In a few days I will fly to Japan and also visit the Tohoku region, for the third time since March 11, 2011. While preparing for my trip, two things are on my mind:
The incredible strength I witnessed with the Japanese people, not giving up in the face of such a terrible disaster. It is for sure beyond comparison, the way individuals stand up again and move on to rebuild their lives.
The incredible misconception about what has happened. A memorial service is carried out for something past. The ruins of the atomic power plant in Fukushima are still terribly active, in a much unknown and possibly non-secure condition, euphemistically declared as “cold shut-down”.
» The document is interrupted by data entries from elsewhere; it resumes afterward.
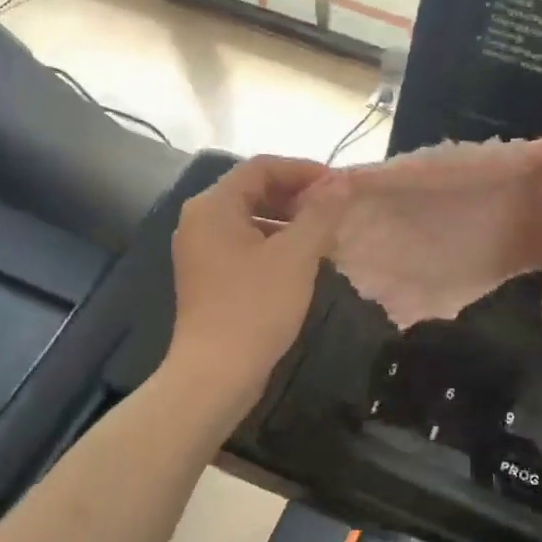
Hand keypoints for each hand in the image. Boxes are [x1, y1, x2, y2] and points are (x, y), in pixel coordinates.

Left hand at [164, 156, 347, 412]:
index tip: (338, 185)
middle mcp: (200, 221)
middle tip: (335, 209)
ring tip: (325, 235)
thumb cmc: (256, 307)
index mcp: (213, 206)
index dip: (303, 170)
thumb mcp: (296, 256)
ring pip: (251, 220)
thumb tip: (341, 182)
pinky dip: (275, 244)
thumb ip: (320, 213)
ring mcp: (201, 251)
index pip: (261, 168)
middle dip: (296, 196)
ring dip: (289, 221)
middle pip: (253, 191)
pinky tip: (303, 262)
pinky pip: (245, 245)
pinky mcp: (209, 277)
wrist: (216, 373)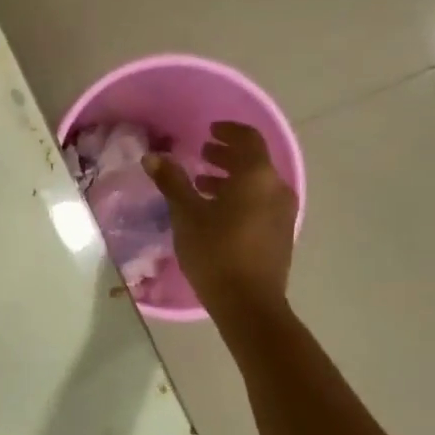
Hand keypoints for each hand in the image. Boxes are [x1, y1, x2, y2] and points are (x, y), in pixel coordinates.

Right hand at [145, 121, 297, 320]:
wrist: (248, 303)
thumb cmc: (215, 252)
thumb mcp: (186, 215)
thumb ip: (172, 182)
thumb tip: (152, 156)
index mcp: (257, 176)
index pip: (248, 139)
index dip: (228, 131)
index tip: (210, 130)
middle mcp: (276, 188)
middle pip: (253, 161)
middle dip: (227, 155)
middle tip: (202, 153)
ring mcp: (282, 213)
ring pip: (257, 184)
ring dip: (231, 179)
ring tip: (203, 183)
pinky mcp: (280, 234)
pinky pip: (260, 203)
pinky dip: (240, 198)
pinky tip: (216, 212)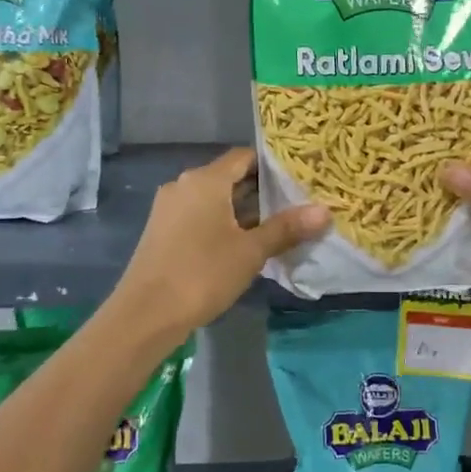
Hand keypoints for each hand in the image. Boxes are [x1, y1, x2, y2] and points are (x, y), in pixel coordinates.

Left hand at [111, 148, 328, 337]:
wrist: (145, 314)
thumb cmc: (202, 273)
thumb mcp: (251, 252)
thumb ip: (286, 228)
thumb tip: (324, 211)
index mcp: (205, 180)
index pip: (244, 157)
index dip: (271, 165)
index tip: (297, 178)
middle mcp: (184, 184)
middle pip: (228, 176)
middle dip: (259, 190)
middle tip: (293, 203)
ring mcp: (168, 207)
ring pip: (213, 198)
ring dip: (240, 209)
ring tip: (274, 225)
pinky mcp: (161, 229)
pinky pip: (197, 214)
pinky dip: (220, 221)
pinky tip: (240, 243)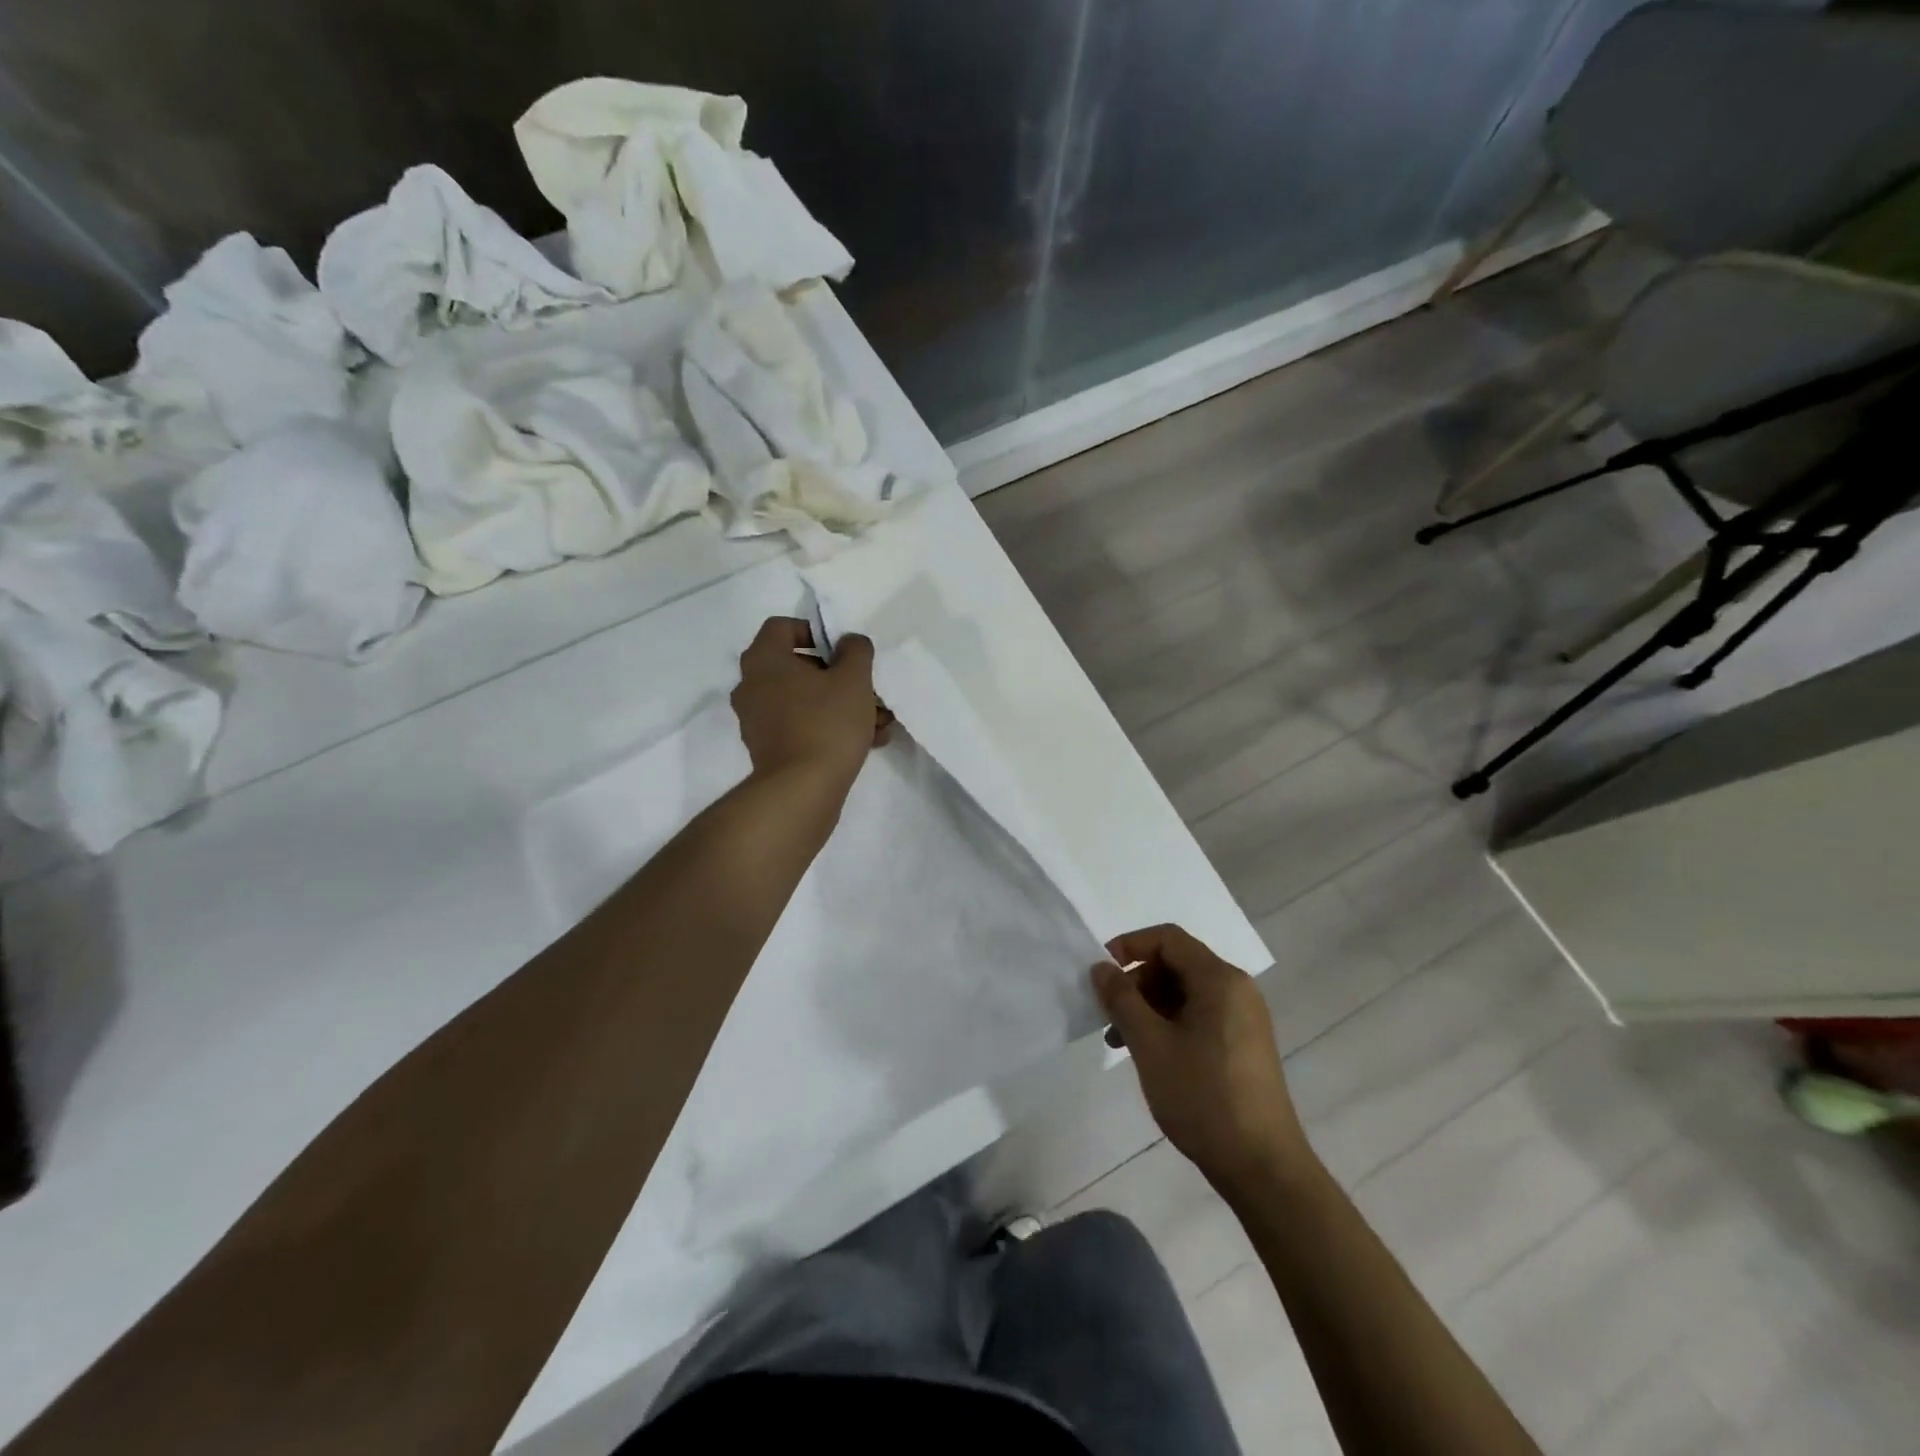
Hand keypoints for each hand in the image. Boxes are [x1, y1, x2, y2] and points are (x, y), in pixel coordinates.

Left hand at [730, 617, 889, 787]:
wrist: (802, 790)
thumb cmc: (826, 723)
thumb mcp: (853, 679)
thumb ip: (855, 650)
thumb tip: (849, 642)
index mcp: (764, 660)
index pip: (781, 627)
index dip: (814, 631)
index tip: (842, 650)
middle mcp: (752, 686)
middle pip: (797, 667)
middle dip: (839, 677)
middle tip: (868, 689)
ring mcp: (757, 720)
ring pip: (804, 700)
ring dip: (841, 705)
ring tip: (879, 721)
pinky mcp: (768, 749)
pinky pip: (801, 726)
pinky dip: (829, 727)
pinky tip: (867, 742)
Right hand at [1094, 924, 1310, 1199]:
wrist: (1262, 1167)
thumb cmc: (1202, 1096)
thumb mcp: (1150, 1044)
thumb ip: (1121, 999)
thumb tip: (1101, 968)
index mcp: (1219, 979)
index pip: (1168, 939)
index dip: (1130, 946)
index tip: (1102, 973)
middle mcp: (1236, 989)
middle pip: (1176, 964)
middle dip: (1136, 983)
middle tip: (1109, 1015)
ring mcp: (1243, 1018)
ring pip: (1185, 992)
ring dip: (1148, 1007)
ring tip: (1120, 1042)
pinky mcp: (1243, 1044)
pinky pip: (1199, 1015)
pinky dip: (1168, 1024)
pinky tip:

Human beings are born and die, this is so by nature. Averting the development of new life for many many generations to come in a large region is a new technical invention of the past century, accounted for by irresponsible bureaucrats who are interested in nothing but a short term return of investment.
What is the answer of Zen in the face of such irresponsibility? I am relieved to learn there even exists an official one, the “Japan Buddhist Federation declaration – Appeal for a Life Style without Dependence on Nuclear Power“, issued on December 1st, 2011. In addition to this, the Myoshinji sect of the Rinzai Zen has made a remarkable public declaration stating, “We must break away at once from dependence on nuclear power for the future of our children”; and “In Buddhism, there is taught the practice of ‘sufficiency’ (chisoku), and we must make an effort to create a sustainable symbiotic society.” Yes!